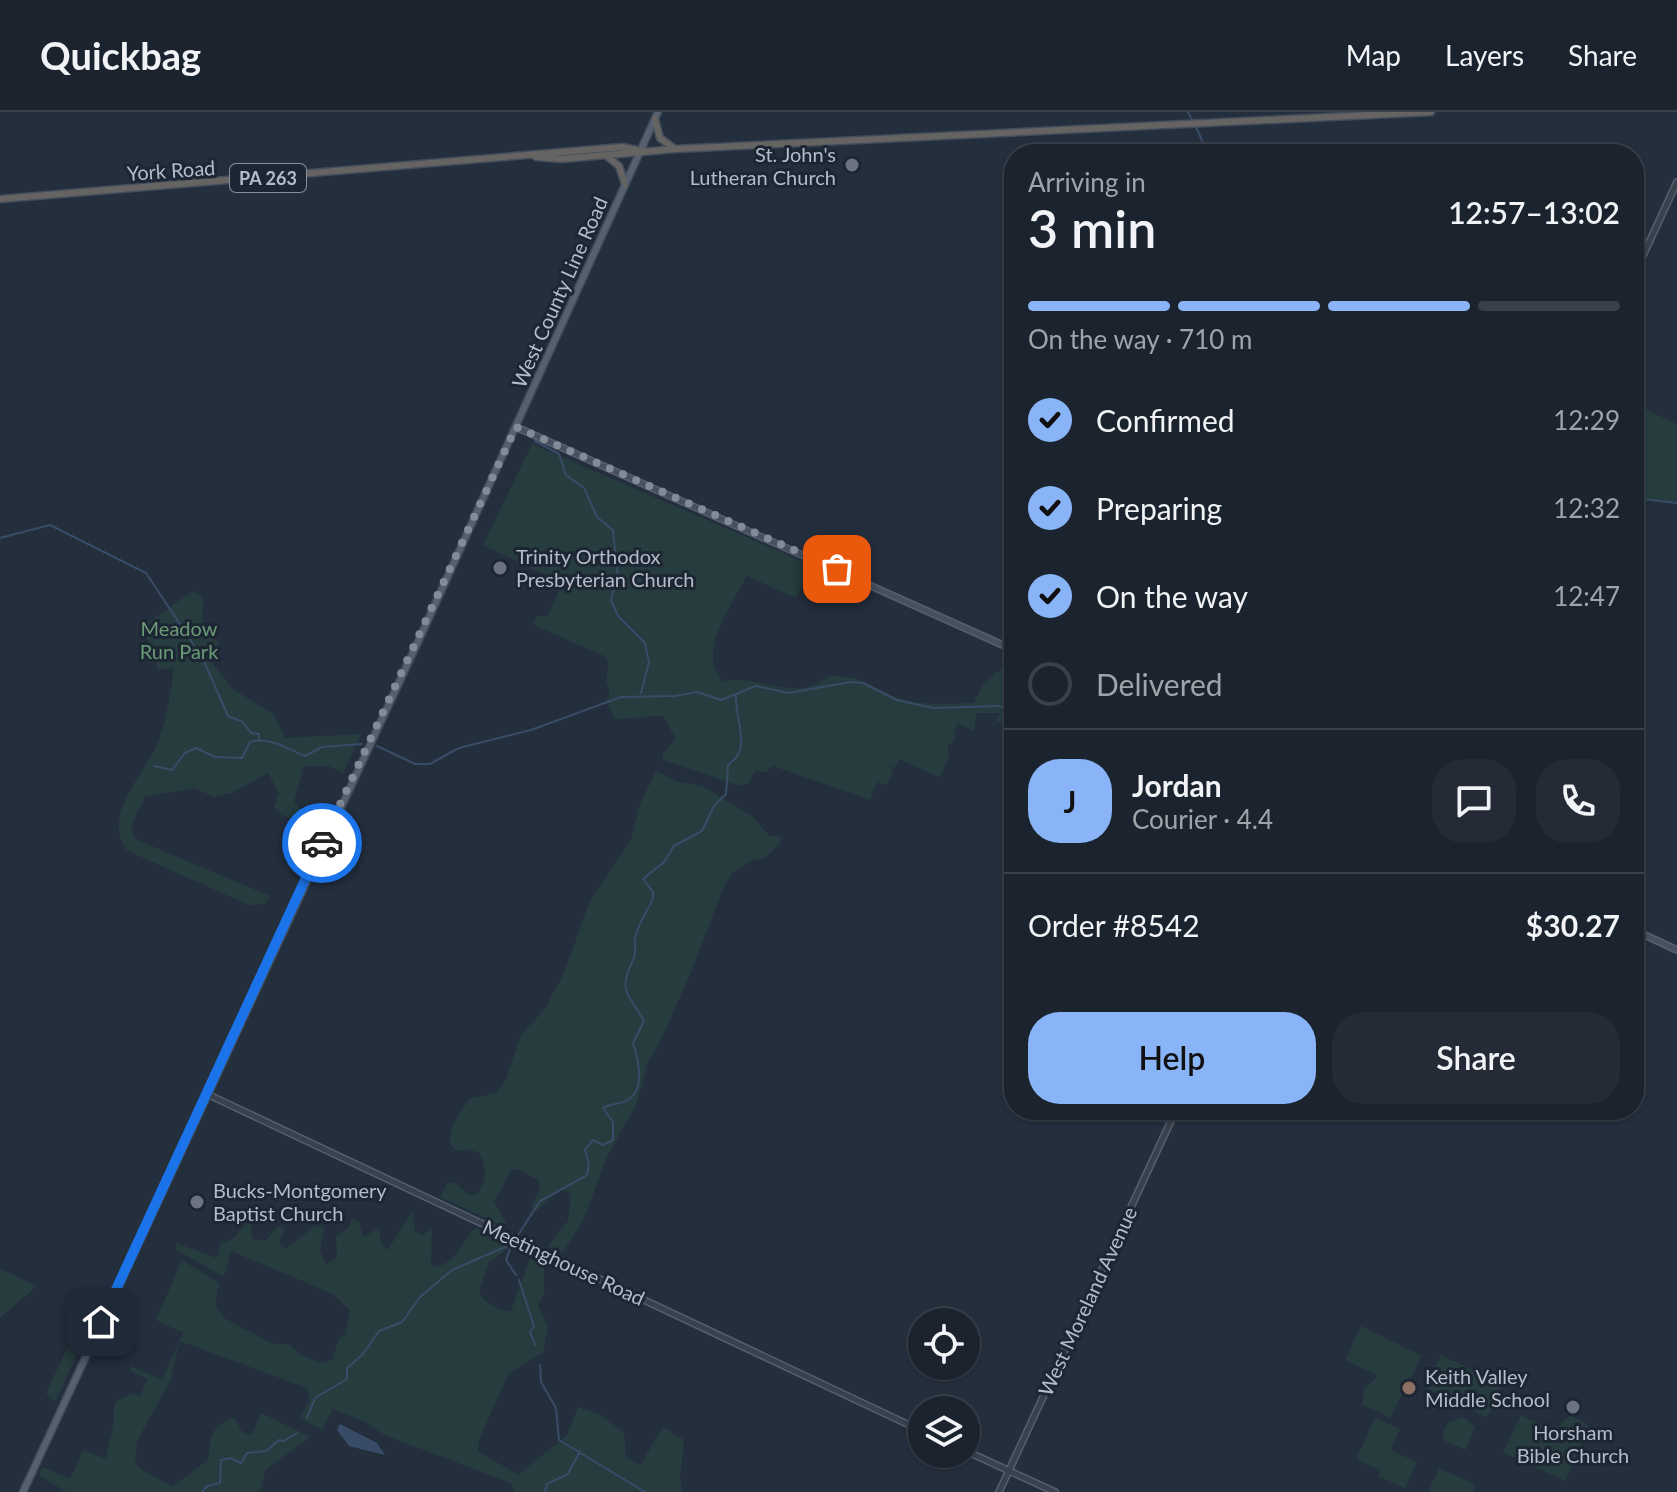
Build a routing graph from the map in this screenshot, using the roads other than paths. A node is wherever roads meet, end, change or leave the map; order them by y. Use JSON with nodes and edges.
{"nodes":[{"id":1,"x":1431,"y":112,"type":"edge"},
{"id":2,"x":656,"y":116,"type":"edge"},
{"id":3,"x":675,"y":149,"type":"junction"},
{"id":4,"x":641,"y":151,"type":"junction"},
{"id":5,"x":602,"y":156,"type":"junction"},
{"id":6,"x":536,"y":157,"type":"junction"},
{"id":7,"x":1677,"y":182,"type":"edge"},
{"id":8,"x":625,"y":184,"type":"junction"},
{"id":9,"x":0,"y":199,"type":"edge"},
{"id":10,"x":1644,"y":253,"type":"edge"},
{"id":11,"x":516,"y":427,"type":"junction"},
{"id":12,"x":1004,"y":646,"type":"edge"},
{"id":13,"x":1644,"y":935,"type":"edge"},
{"id":14,"x":1677,"y":950,"type":"edge"},
{"id":15,"x":206,"y":1094,"type":"junction"},
{"id":16,"x":1171,"y":1120,"type":"edge"},
{"id":17,"x":908,"y":1424,"type":"edge"},
{"id":18,"x":980,"y":1458,"type":"edge"},
{"id":19,"x":1009,"y":1471,"type":"junction"},
{"id":20,"x":23,"y":1492,"type":"edge"},
{"id":21,"x":999,"y":1492,"type":"edge"},
{"id":22,"x":1055,"y":1492,"type":"edge"}],
"edges":[{"from":1,"to":3,"type":"highway","number":"PA 263"},
{"from":2,"to":3,"type":"highway"},
{"from":2,"to":4,"type":"main road","name":"West County Line Road"},
{"from":3,"to":4,"type":"highway","number":"PA 263"},
{"from":4,"to":5,"type":"highway","name":"York Road","number":"PA 263"},
{"from":4,"to":6,"type":"highway","name":"York Road","number":"PA 263"},
{"from":4,"to":8,"type":"main road","name":"West County Line Road"},
{"from":5,"to":6,"type":"highway","name":"York Road","number":"PA 263"},
{"from":5,"to":8,"type":"highway"},
{"from":6,"to":9,"type":"highway","name":"York Road","number":"PA 263"},
{"from":7,"to":10,"type":"street"},
{"from":8,"to":11,"type":"main road","name":"West County Line Road"},
{"from":11,"to":12,"type":"main road"},
{"from":11,"to":15,"type":"main road","name":"West County Line Road"},
{"from":13,"to":14,"type":"main road"},
{"from":15,"to":17,"type":"street","name":"Meetinghouse Road"},
{"from":15,"to":20,"type":"main road","name":"West County Line Road"},
{"from":16,"to":19,"type":"street","name":"West Moreland Avenue"},
{"from":18,"to":19,"type":"street"},
{"from":19,"to":21,"type":"street","name":"West Moreland Avenue"},
{"from":19,"to":22,"type":"street"}]}
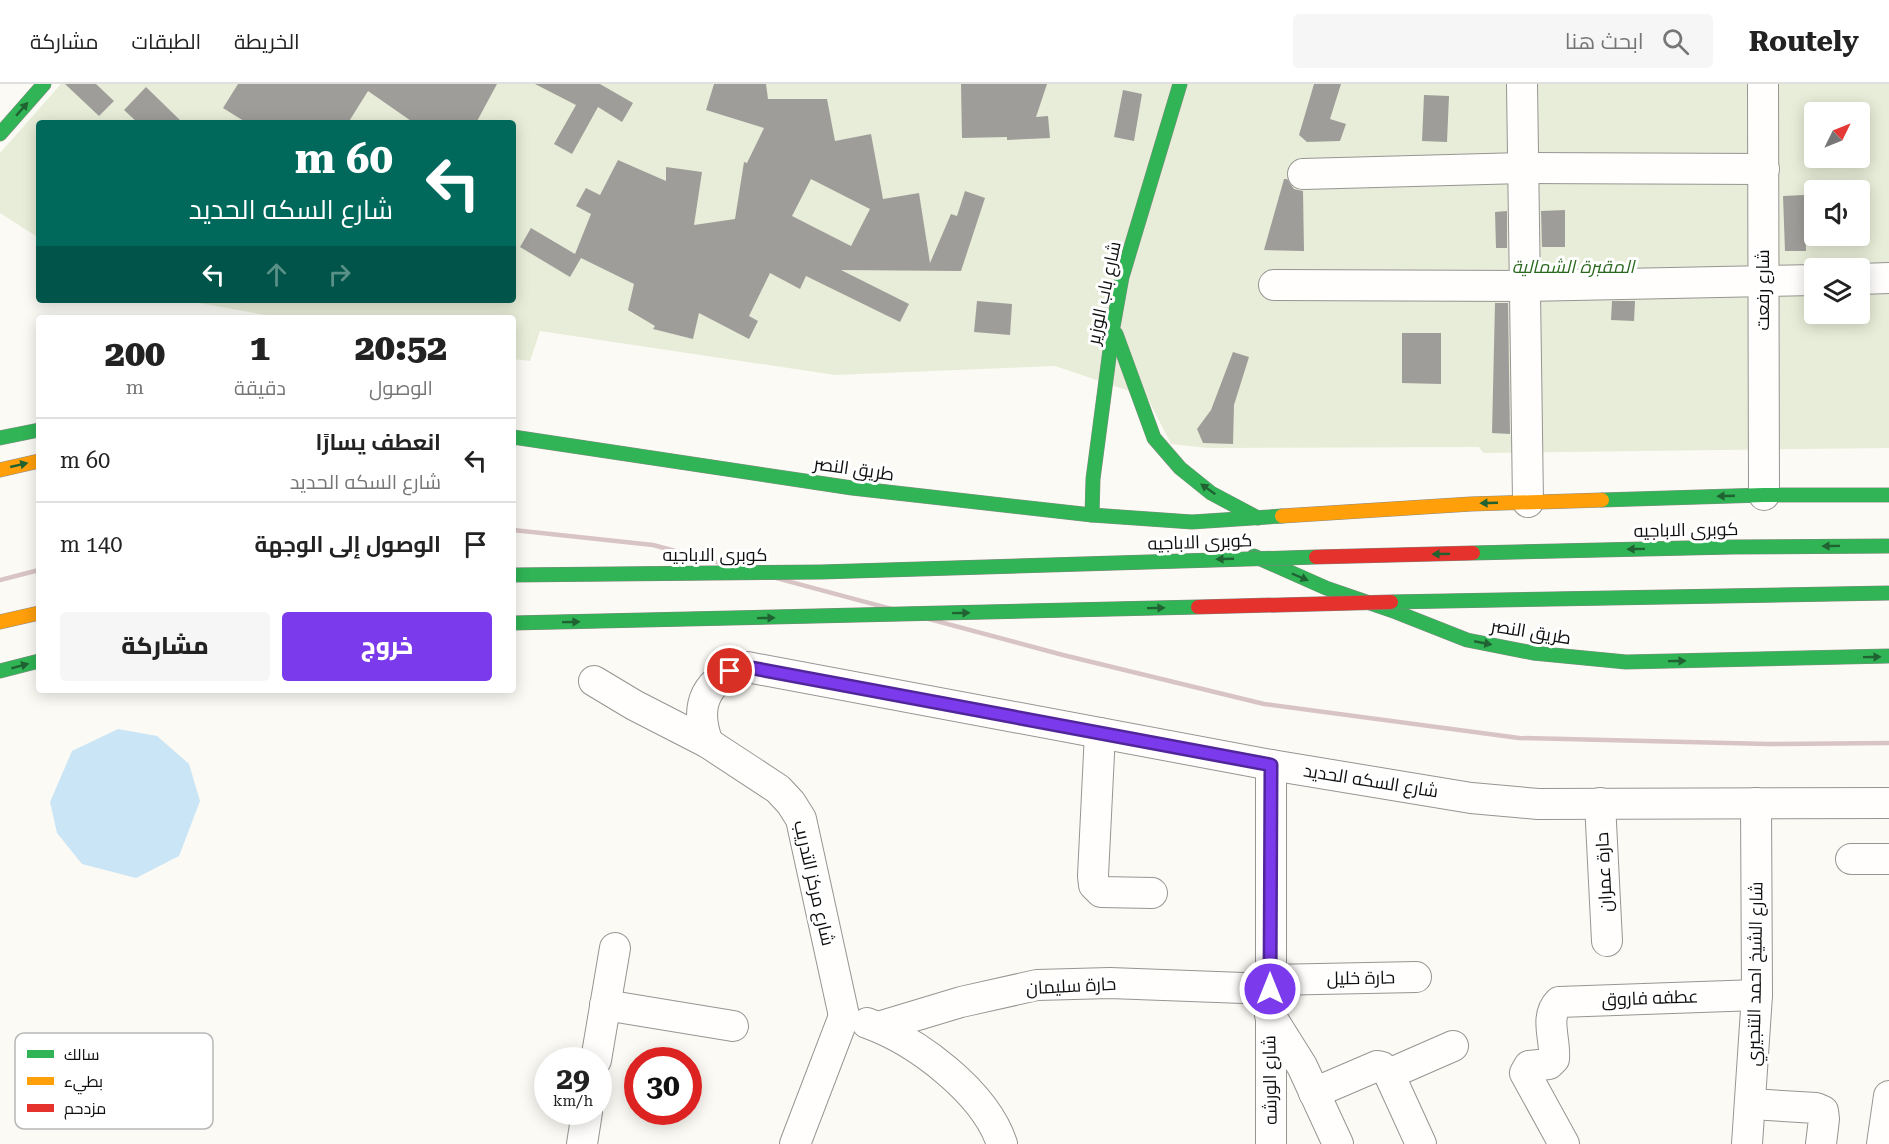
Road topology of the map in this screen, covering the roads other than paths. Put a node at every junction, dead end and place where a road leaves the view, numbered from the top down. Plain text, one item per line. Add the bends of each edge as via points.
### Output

---*---

Only the text of the entries above is to be given again, exactly, with the pictures left out.

> **Solved exercise**
Build a routing graph from the map in this screenshot, using the roads other than paths. A node is wherever roads meet, end, change or leave the map; order them by y. Use JSON with nodes and edges.
{"nodes":[{"id":1,"x":1431,"y":112,"type":"edge"},
{"id":2,"x":656,"y":116,"type":"edge"},
{"id":3,"x":675,"y":149,"type":"junction"},
{"id":4,"x":641,"y":151,"type":"junction"},
{"id":5,"x":602,"y":156,"type":"junction"},
{"id":6,"x":536,"y":157,"type":"junction"},
{"id":7,"x":1677,"y":182,"type":"edge"},
{"id":8,"x":625,"y":184,"type":"junction"},
{"id":9,"x":0,"y":199,"type":"edge"},
{"id":10,"x":1644,"y":253,"type":"edge"},
{"id":11,"x":516,"y":427,"type":"junction"},
{"id":12,"x":1004,"y":646,"type":"edge"},
{"id":13,"x":1644,"y":935,"type":"edge"},
{"id":14,"x":1677,"y":950,"type":"edge"},
{"id":15,"x":206,"y":1094,"type":"junction"},
{"id":16,"x":1171,"y":1120,"type":"edge"},
{"id":17,"x":908,"y":1424,"type":"edge"},
{"id":18,"x":980,"y":1458,"type":"edge"},
{"id":19,"x":1009,"y":1471,"type":"junction"},
{"id":20,"x":23,"y":1492,"type":"edge"},
{"id":21,"x":999,"y":1492,"type":"edge"},
{"id":22,"x":1055,"y":1492,"type":"edge"}],
"edges":[{"from":1,"to":3,"type":"highway","number":"PA 263"},
{"from":2,"to":3,"type":"highway"},
{"from":2,"to":4,"type":"main road","name":"West County Line Road"},
{"from":3,"to":4,"type":"highway","number":"PA 263"},
{"from":4,"to":5,"type":"highway","name":"York Road","number":"PA 263"},
{"from":4,"to":6,"type":"highway","name":"York Road","number":"PA 263"},
{"from":4,"to":8,"type":"main road","name":"West County Line Road"},
{"from":5,"to":6,"type":"highway","name":"York Road","number":"PA 263"},
{"from":5,"to":8,"type":"highway"},
{"from":6,"to":9,"type":"highway","name":"York Road","number":"PA 263"},
{"from":7,"to":10,"type":"street"},
{"from":8,"to":11,"type":"main road","name":"West County Line Road"},
{"from":11,"to":12,"type":"main road"},
{"from":11,"to":15,"type":"main road","name":"West County Line Road"},
{"from":13,"to":14,"type":"main road"},
{"from":15,"to":17,"type":"street","name":"Meetinghouse Road"},
{"from":15,"to":20,"type":"main road","name":"West County Line Road"},
{"from":16,"to":19,"type":"street","name":"West Moreland Avenue"},
{"from":18,"to":19,"type":"street"},
{"from":19,"to":21,"type":"street","name":"West Moreland Avenue"},
{"from":19,"to":22,"type":"street"}]}
Road topology of the map in this screen, covering the roads other than paths. Put a node at every junction, dead end and place where a road leaves the view, numbered from the top down. Plain text, one item per line. Add the bends of each edge as via points.
### Output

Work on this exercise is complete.